The only games I’ve played have been for random freelance gigs, and the process has been some of the loneliest projects of my career.
However, despite the complete emotional breakdown I have been riding, despite the smoke of my burning career spiralling up around me, I have found some very strange little comforts that have reminded me why I cared so much about this job and why it meant so much to me.
The first was discovering Danmei. It was so much fun to try a new type of media that has such a vibrant and dedicated fanbase. I’m planning my first cosplay in years thanks to The Grandmaster of Demonic Cultivation.
I’ve also been playing D&D again, and it has nudged characters around in my brain for the first time in ages. While every word I write feels like it is pulled out with monumental effort, it’s been strange and nostalgic to see those words in a creative space again.
Becoming a video games journalist was, without a doubt, one of the best things I have ever had the chance to do. It has also been the most devastating. The agony of caring so much while watching it all come down is enough to snap your resolve and throw you to the ground.
I became a journo because I love to write, I love to connect, and I love being a part of something bigger than myself.
To every person I’ve had the opportunity to write alongside, it’s my time with you I miss the most.
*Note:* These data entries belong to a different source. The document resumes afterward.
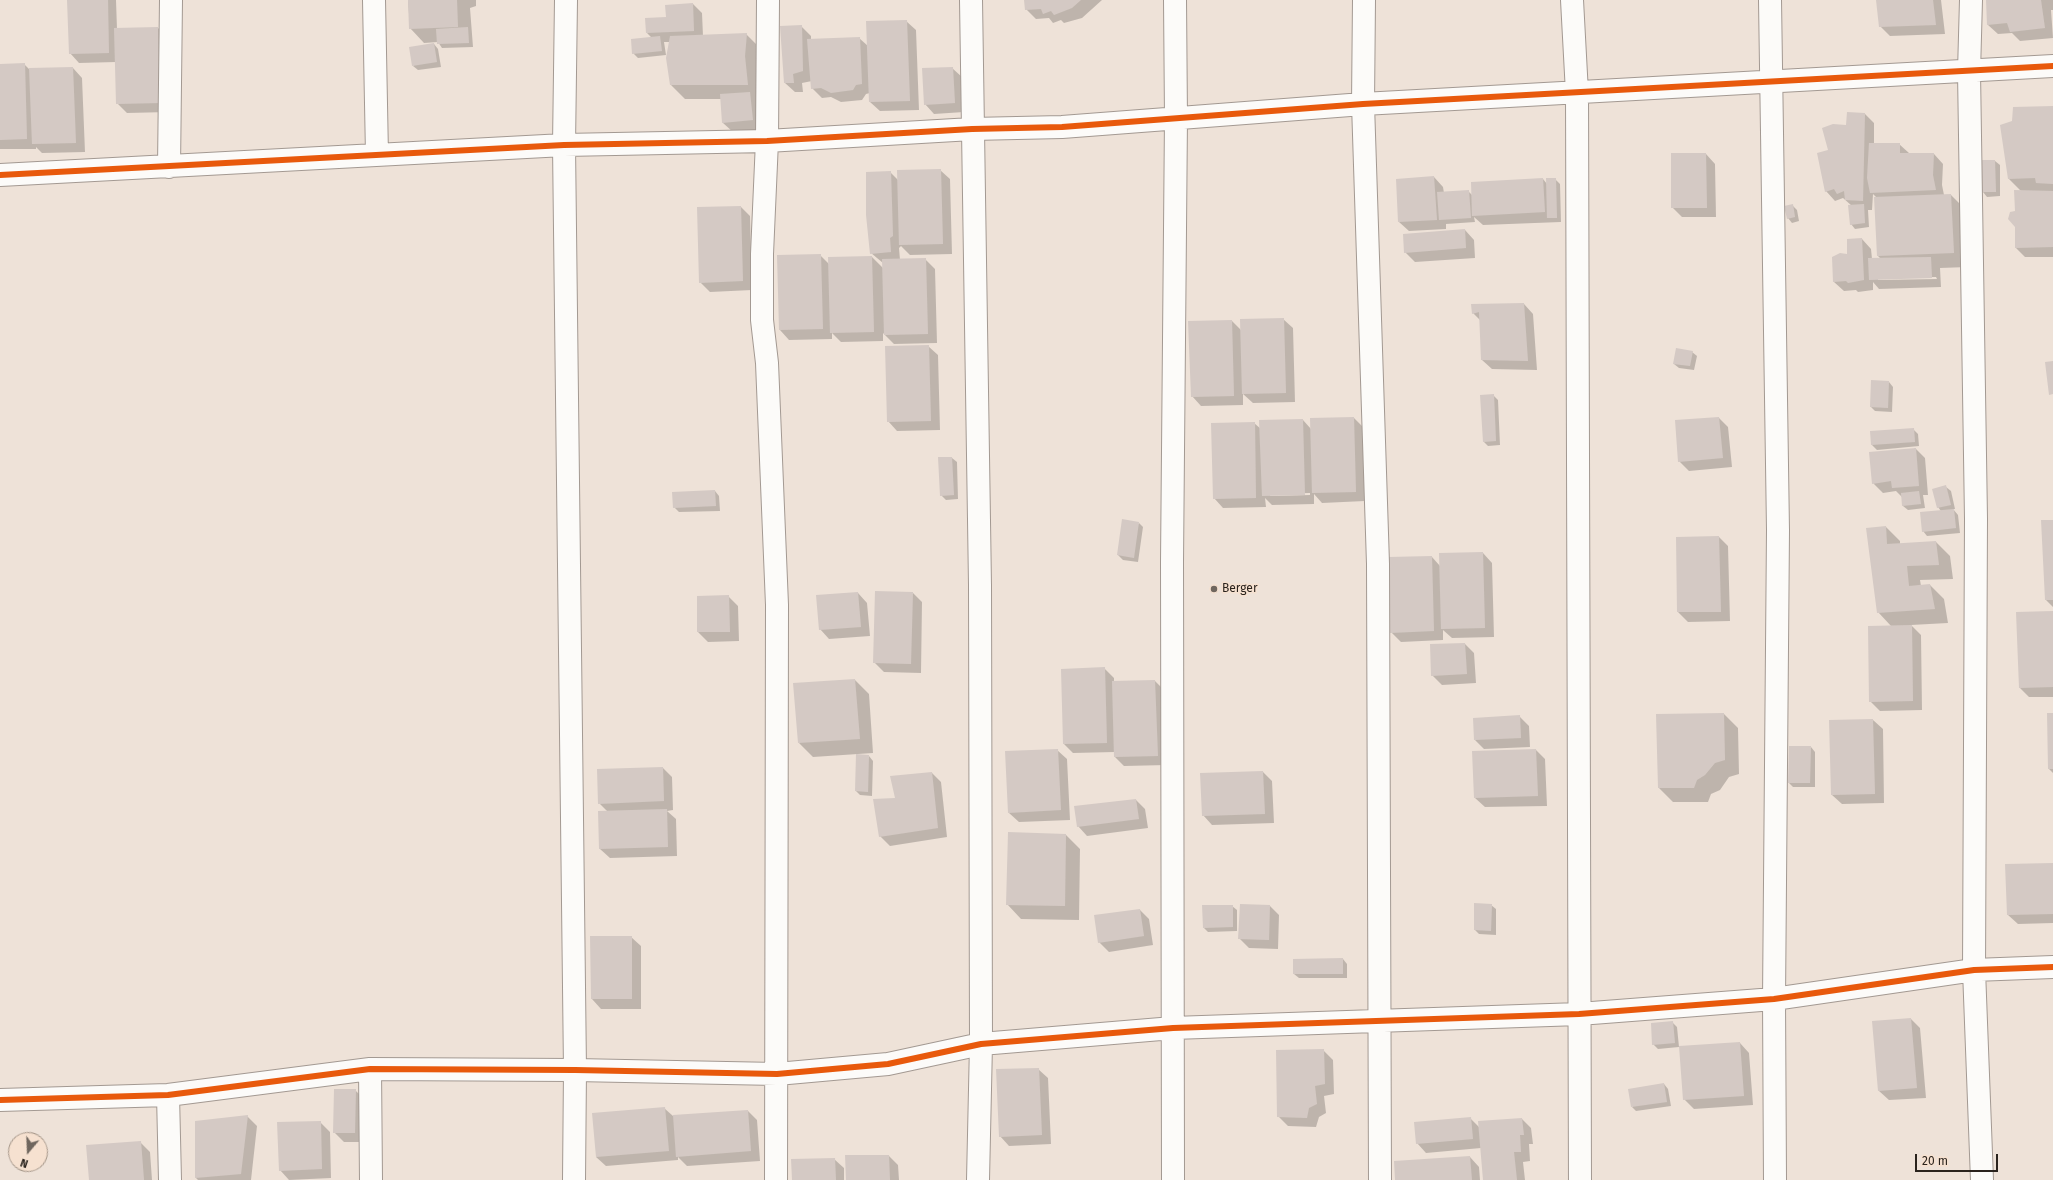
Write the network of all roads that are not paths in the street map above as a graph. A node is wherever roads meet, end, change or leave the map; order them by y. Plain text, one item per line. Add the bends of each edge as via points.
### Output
1 (171, 0) edge
2 (374, 0) edge
3 (566, 0) edge
4 (768, 0) edge
5 (971, 0) edge
6 (1175, 0) edge
7 (1364, 0) edge
8 (1572, 0) edge
9 (1770, 0) edge
10 (1971, 0) edge
11 (2053, 66) edge
12 (1969, 72) junction
13 (1772, 83) junction
14 (1578, 93) junction
15 (1363, 104) junction
16 (1176, 118) junction
17 (972, 129) junction
18 (767, 141) junction
19 (564, 145) junction
20 (377, 155) junction
21 (169, 167) junction
22 (0, 175) edge
23 (2053, 967) edge
24 (1974, 970) junction
25 (1774, 999) junction
26 (1579, 1014) junction
27 (1381, 1022) junction
28 (1173, 1028) junction
29 (981, 1044) junction
30 (370, 1069) junction
31 (575, 1070) junction
32 (777, 1074) junction
33 (168, 1095) junction
34 (0, 1100) edge
35 (170, 1180) edge
36 (371, 1180) edge
37 (574, 1180) edge
38 (776, 1180) edge
39 (978, 1180) edge
40 (1173, 1180) edge
41 (1380, 1180) edge
42 (1580, 1180) edge
43 (1775, 1180) edge
44 (1982, 1180) edge

1 - 21 street
2 - 20 street
3 - 19 street
4 - 18 street
5 - 17 street
6 - 16 street
7 - 15 street
8 - 14 street
9 - 13 street
10 - 12 street
11 - 12 street
12 - 13 street
12 - 24 street via 1976,519
13 - 14 street
13 - 25 street via 1778,530
14 - 15 street
14 - 26 street
15 - 16 street
15 - 27 street via 1378,564
16 - 17 street via 1062,127
16 - 28 street via 1172,562
17 - 18 street
17 - 29 street via 980,585
18 - 19 street
18 - 32 street via 762,320 767,363 777,605
19 - 20 street
19 - 31 street
20 - 21 street
21 - 22 street
23 - 24 street
24 - 25 street
24 - 44 street
25 - 26 street
25 - 43 street
26 - 27 street
26 - 42 street
27 - 28 street
27 - 41 street
28 - 29 street
28 - 40 street
29 - 32 street via 888,1064
29 - 39 street
30 - 31 street
30 - 33 street
30 - 36 street
31 - 32 street
31 - 37 street
32 - 38 street
33 - 34 street
33 - 35 street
Few things in this world are as amazing as that moment when we unite and come together with a combination of strengths and passions. I’m still picking myself up, but I know that seeing each of you rise and conquer is one of the best things I’ll have the privilege of taking from this career.
Even if I go back to fixing keyboards and looking out windows, I’ll always treasure every moment I had here – talking to devs, interviewing artists, writing with a brilliant team.
I can’t imagine anything better. As I’ve said before, we have the coolest job in the world, and it’s all thanks to every single one of you.